Task instructions:
Pictures aside, print all of the data below exactly as written.

☆ ☆ ☆ ☆ ☆

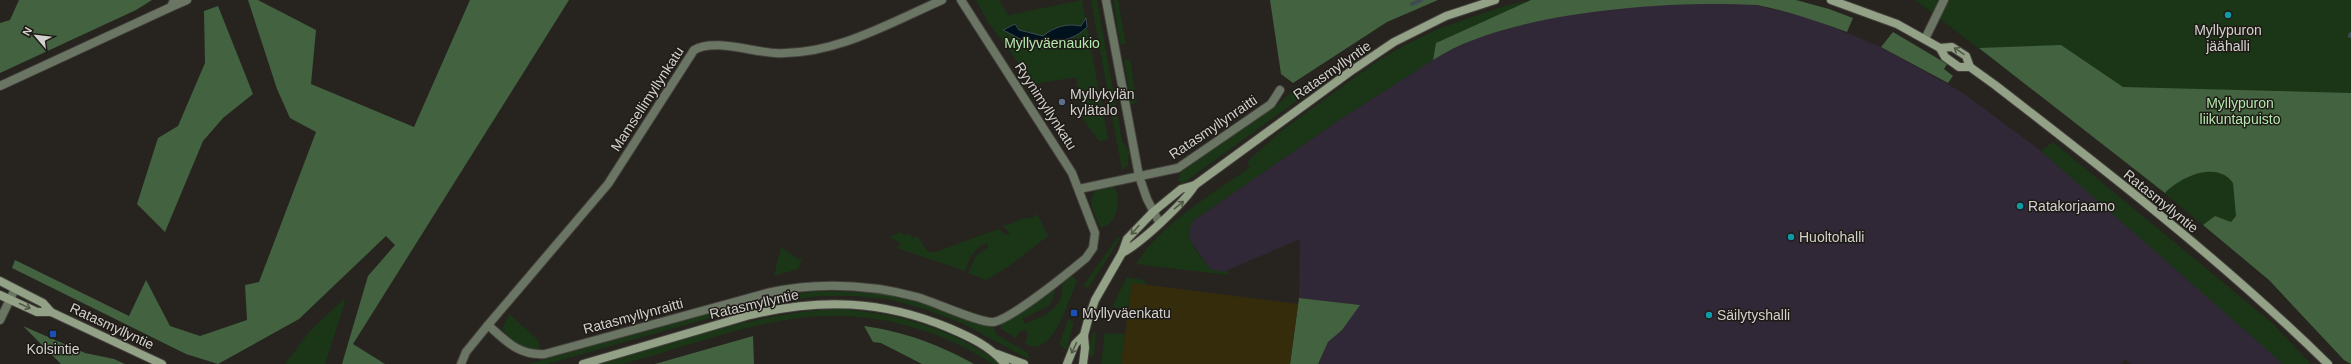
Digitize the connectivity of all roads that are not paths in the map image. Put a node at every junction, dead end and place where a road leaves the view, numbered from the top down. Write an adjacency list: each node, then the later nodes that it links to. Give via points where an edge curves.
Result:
1 (188, 0): 8 (street)
2 (942, 0): 26 (street, Mamsellimyllynkatu, via 828,47 775,53 725,46 700,46 694,50 608,184)
3 (961, 0): 16 (street, Ryynimyllynkatu, via 1065,160)
4 (1106, 0): 14 (street)
5 (1495, 0): 15 (street, Ratasmyllyntie, via 1446,16 1394,42)
6 (1831, 0): 9 (street, Ratasmyllyntie, via 1876,15)
7 (1944, 0): 9 (street)
8 (173, 4): 12 (street)
9 (1925, 39): 10 (street, Ratasmyllyntie)
10 (1940, 48): 11 (street, Ratasmyllyntie, via 1944,57 1959,67); 11 (street, Ratasmyllyntie, one-way to 10, via 1966,56 1952,47)
11 (1970, 67): 36 (street, Ratasmyllyntie, via 2049,126 2192,243 2290,327)
12 (0, 86)
13 (1280, 90): 14 (street, Ratasmyllynraitti, via 1271,104 1178,168)
14 (1139, 176): 16 (street, Ratasmyllynraitti); 17 (street)
15 (1196, 185): 17 (street, Ratasmyllyntie, via 1181,189); 18 (street, Ratasmyllyntie, one-way to 15, via 1187,198)
16 (1079, 189): 26 (street, Ratasmyllynraitti, via 1095,233 1090,254 1050,286 1003,319 994,322 978,321 938,304 901,293 836,286 800,286 545,354 532,355 522,351)
17 (1153, 212): 18 (street); 19 (street, Ratasmyllyntie, one-way to 19, via 1127,239)
18 (1160, 222): 19 (street, Ratasmyllyntie, via 1135,246)
19 (1122, 253): 27 (street, Ratasmyllyntie, via 1095,300)
20 (0, 281): 21 (street, Ratasmyllyntie)
21 (15, 289): 23 (street); 24 (street, Ratasmyllyntie, via 43,303)
22 (0, 295): 23 (street, Ratasmyllyntie)
23 (10, 299): 24 (street, Ratasmyllyntie, one-way to 24, via 36,312); 25 (street)
24 (51, 312): 29 (street, Ratasmyllyntie)
25 (0, 320)
26 (488, 325): 30 (street, Mamsellimyllynkatu, via 466,352)
27 (1084, 335): 34 (street, Ratasmyllyntie, one-way to 34, via 1075,344); 35 (street, Ratasmyllyntie)
28 (997, 354): 31 (street, Ratasmyllyntie, via 978,341 923,317 876,307 826,303 773,309); 32 (street, Ratasmyllyntie); 33 (street, Ratasmyllyntie)
29 (162, 364)
30 (461, 364)
31 (583, 364)
32 (1005, 364)
33 (1024, 364)
34 (1067, 364)
35 (1083, 364)
36 (2328, 364)

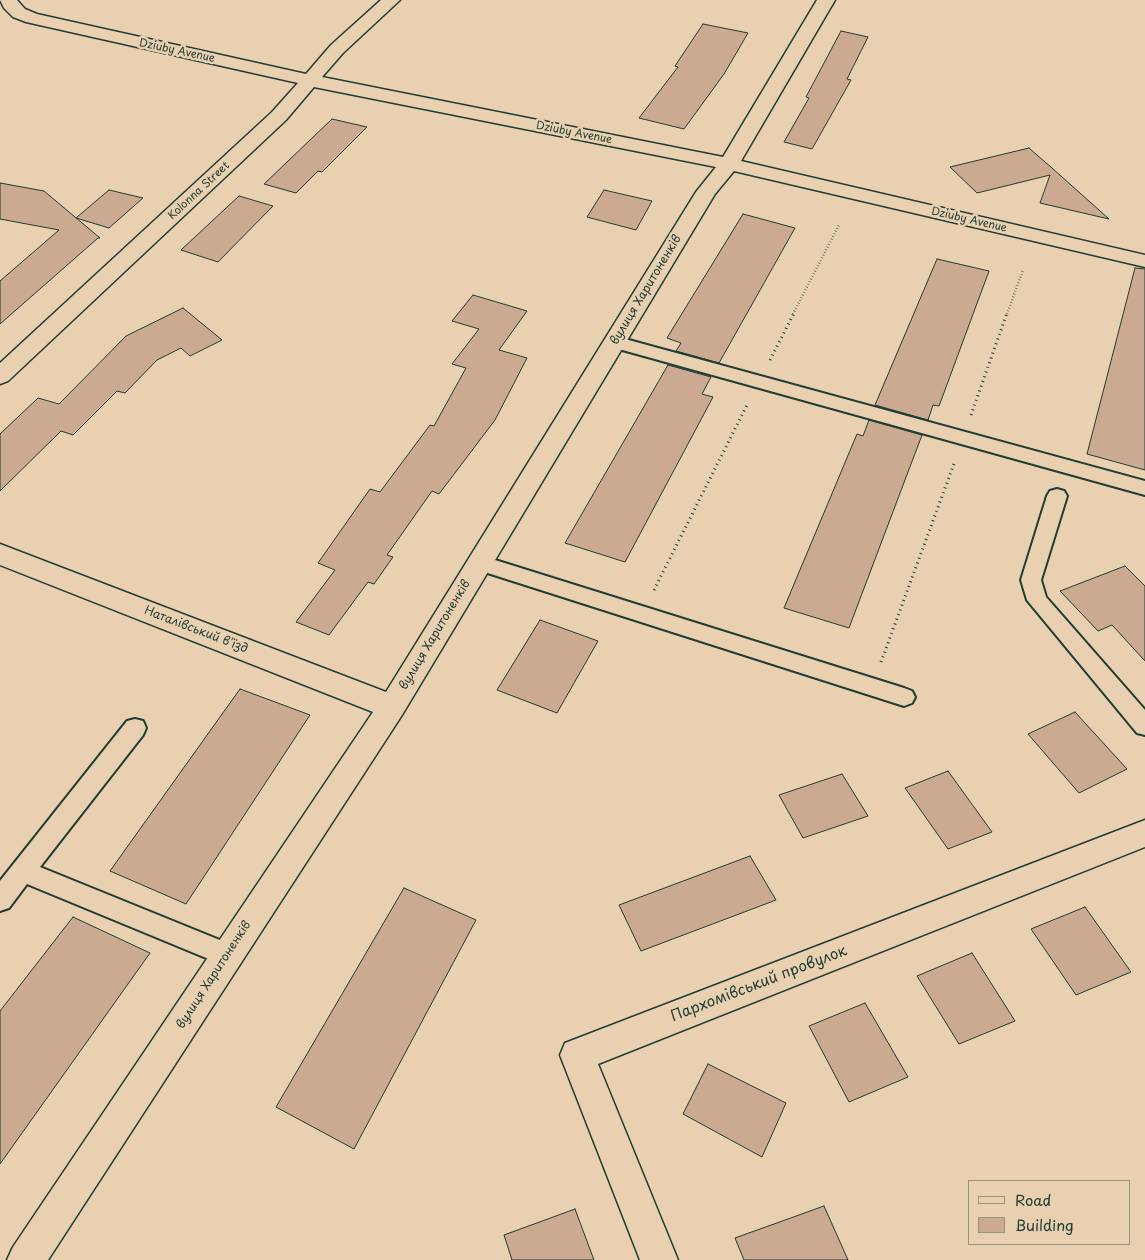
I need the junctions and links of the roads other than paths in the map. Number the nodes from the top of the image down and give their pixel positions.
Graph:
1 (8, 0) edge
2 (391, 0) edge
3 (826, 0) edge
4 (308, 80) junction
5 (729, 164) junction
6 (1145, 261) edge
7 (614, 342) junction
8 (0, 376) edge
9 (1145, 488) edge
10 (1057, 496) dead end
11 (0, 554) edge
12 (479, 563) junction
13 (904, 696) dead end
14 (392, 707) junction
15 (1145, 726) edge
16 (135, 728) dead end
17 (1145, 833) edge
18 (23, 871) junction
19 (0, 900) edge
20 (228, 955) junction
21 (26, 1260) edge
22 (659, 1260) edge

1 - 4 street, Dziuby Avenue
2 - 4 street, Kolonna Street
3 - 5 street, вулиця Харитоненків
4 - 5 street, Dziuby Avenue
4 - 8 street, Kolonna Street
5 - 6 street, Dziuby Avenue
5 - 7 street, вулиця Харитоненків
7 - 9 lane
7 - 12 street, вулиця Харитоненків
10 - 15 lane
11 - 14 street, Наталівський в'їзд
12 - 13 lane
12 - 14 street, вулиця Харитоненків
14 - 20 street, вулиця Харитоненків
16 - 18 lane
17 - 22 street, Пархомівський провулок
18 - 19 lane
18 - 20 lane
20 - 21 street, вулиця Харитоненків

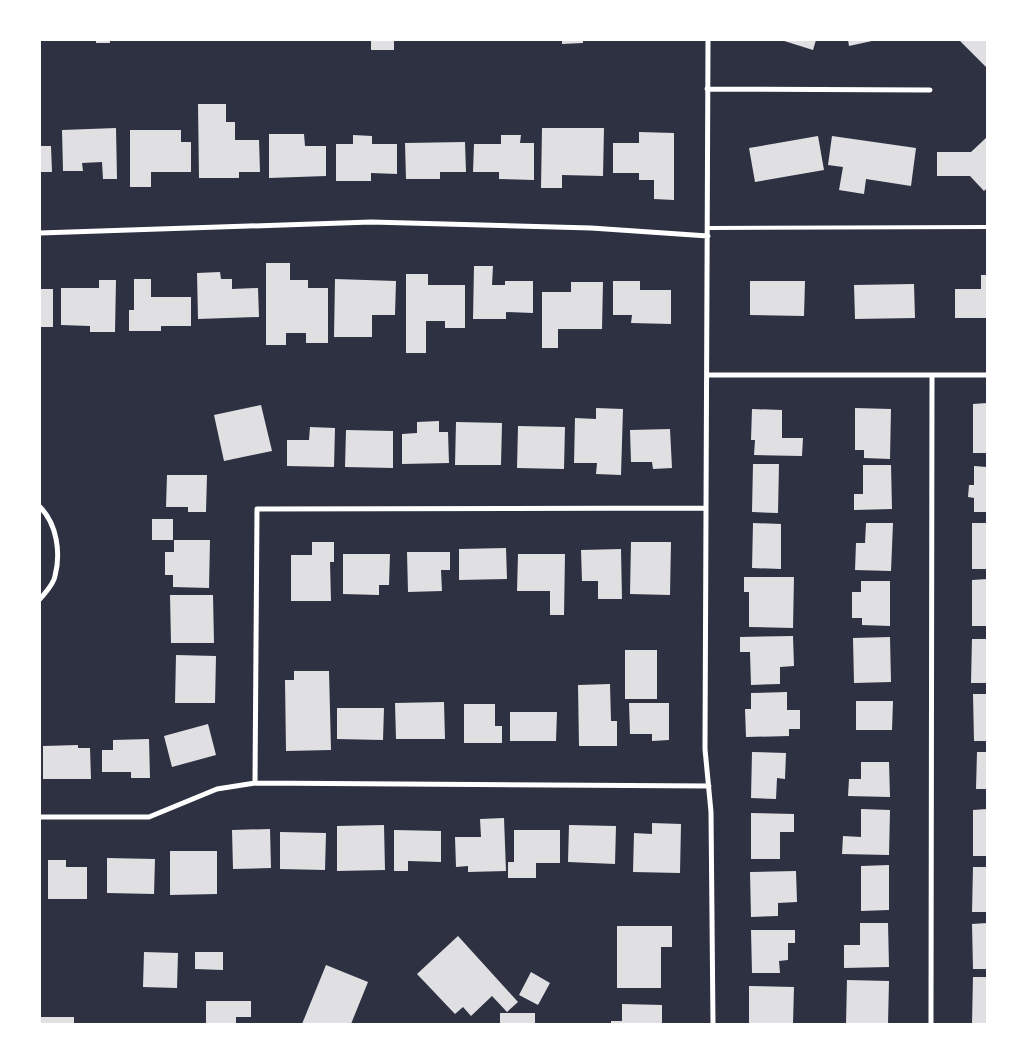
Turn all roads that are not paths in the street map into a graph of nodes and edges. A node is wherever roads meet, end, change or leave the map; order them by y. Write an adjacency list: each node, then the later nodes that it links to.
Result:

☆ ☆ ☆ ☆ ☆

Result for this exercise:
Digitize the connectivity of all roads that are not paths in the map image. Put a node at every junction, dead end and place where a road leaves the view, numbered from the top down. Write an adjacency list: each node, then the later nodes that it links to. Give via points where an edge curves.
Result:
1 (188, 0): 8 (street)
2 (942, 0): 26 (street, Mamsellimyllynkatu, via 828,47 775,53 725,46 700,46 694,50 608,184)
3 (961, 0): 16 (street, Ryynimyllynkatu, via 1065,160)
4 (1106, 0): 14 (street)
5 (1495, 0): 15 (street, Ratasmyllyntie, via 1446,16 1394,42)
6 (1831, 0): 9 (street, Ratasmyllyntie, via 1876,15)
7 (1944, 0): 9 (street)
8 (173, 4): 12 (street)
9 (1925, 39): 10 (street, Ratasmyllyntie)
10 (1940, 48): 11 (street, Ratasmyllyntie, via 1944,57 1959,67); 11 (street, Ratasmyllyntie, one-way to 10, via 1966,56 1952,47)
11 (1970, 67): 36 (street, Ratasmyllyntie, via 2049,126 2192,243 2290,327)
12 (0, 86)
13 (1280, 90): 14 (street, Ratasmyllynraitti, via 1271,104 1178,168)
14 (1139, 176): 16 (street, Ratasmyllynraitti); 17 (street)
15 (1196, 185): 17 (street, Ratasmyllyntie, via 1181,189); 18 (street, Ratasmyllyntie, one-way to 15, via 1187,198)
16 (1079, 189): 26 (street, Ratasmyllynraitti, via 1095,233 1090,254 1050,286 1003,319 994,322 978,321 938,304 901,293 836,286 800,286 545,354 532,355 522,351)
17 (1153, 212): 18 (street); 19 (street, Ratasmyllyntie, one-way to 19, via 1127,239)
18 (1160, 222): 19 (street, Ratasmyllyntie, via 1135,246)
19 (1122, 253): 27 (street, Ratasmyllyntie, via 1095,300)
20 (0, 281): 21 (street, Ratasmyllyntie)
21 (15, 289): 23 (street); 24 (street, Ratasmyllyntie, via 43,303)
22 (0, 295): 23 (street, Ratasmyllyntie)
23 (10, 299): 24 (street, Ratasmyllyntie, one-way to 24, via 36,312); 25 (street)
24 (51, 312): 29 (street, Ratasmyllyntie)
25 (0, 320)
26 (488, 325): 30 (street, Mamsellimyllynkatu, via 466,352)
27 (1084, 335): 34 (street, Ratasmyllyntie, one-way to 34, via 1075,344); 35 (street, Ratasmyllyntie)
28 (997, 354): 31 (street, Ratasmyllyntie, via 978,341 923,317 876,307 826,303 773,309); 32 (street, Ratasmyllyntie); 33 (street, Ratasmyllyntie)
29 (162, 364)
30 (461, 364)
31 (583, 364)
32 (1005, 364)
33 (1024, 364)
34 (1067, 364)
35 (1083, 364)
36 (2328, 364)

I need the junctions and links of the roads other than paths in the map. Number the nodes from the top of the image down and give their pixel positions.
Graph:
1 (8, 0) edge
2 (391, 0) edge
3 (826, 0) edge
4 (308, 80) junction
5 (729, 164) junction
6 (1145, 261) edge
7 (614, 342) junction
8 (0, 376) edge
9 (1145, 488) edge
10 (1057, 496) dead end
11 (0, 554) edge
12 (479, 563) junction
13 (904, 696) dead end
14 (392, 707) junction
15 (1145, 726) edge
16 (135, 728) dead end
17 (1145, 833) edge
18 (23, 871) junction
19 (0, 900) edge
20 (228, 955) junction
21 (26, 1260) edge
22 (659, 1260) edge

1 - 4 street, Dziuby Avenue
2 - 4 street, Kolonna Street
3 - 5 street, вулиця Харитоненків
4 - 5 street, Dziuby Avenue
4 - 8 street, Kolonna Street
5 - 6 street, Dziuby Avenue
5 - 7 street, вулиця Харитоненків
7 - 9 lane
7 - 12 street, вулиця Харитоненків
10 - 15 lane
11 - 14 street, Наталівський в'їзд
12 - 13 lane
12 - 14 street, вулиця Харитоненків
14 - 20 street, вулиця Харитоненків
16 - 18 lane
17 - 22 street, Пархомівський провулок
18 - 19 lane
18 - 20 lane
20 - 21 street, вулиця Харитоненків

Turn all roads that are not paths in the street map into a graph of nodes and edges. A node is wherever roads meet, end, change or leave the map; order them by y. Write an adjacency list: each node, then the later nodes that it links to.
Result:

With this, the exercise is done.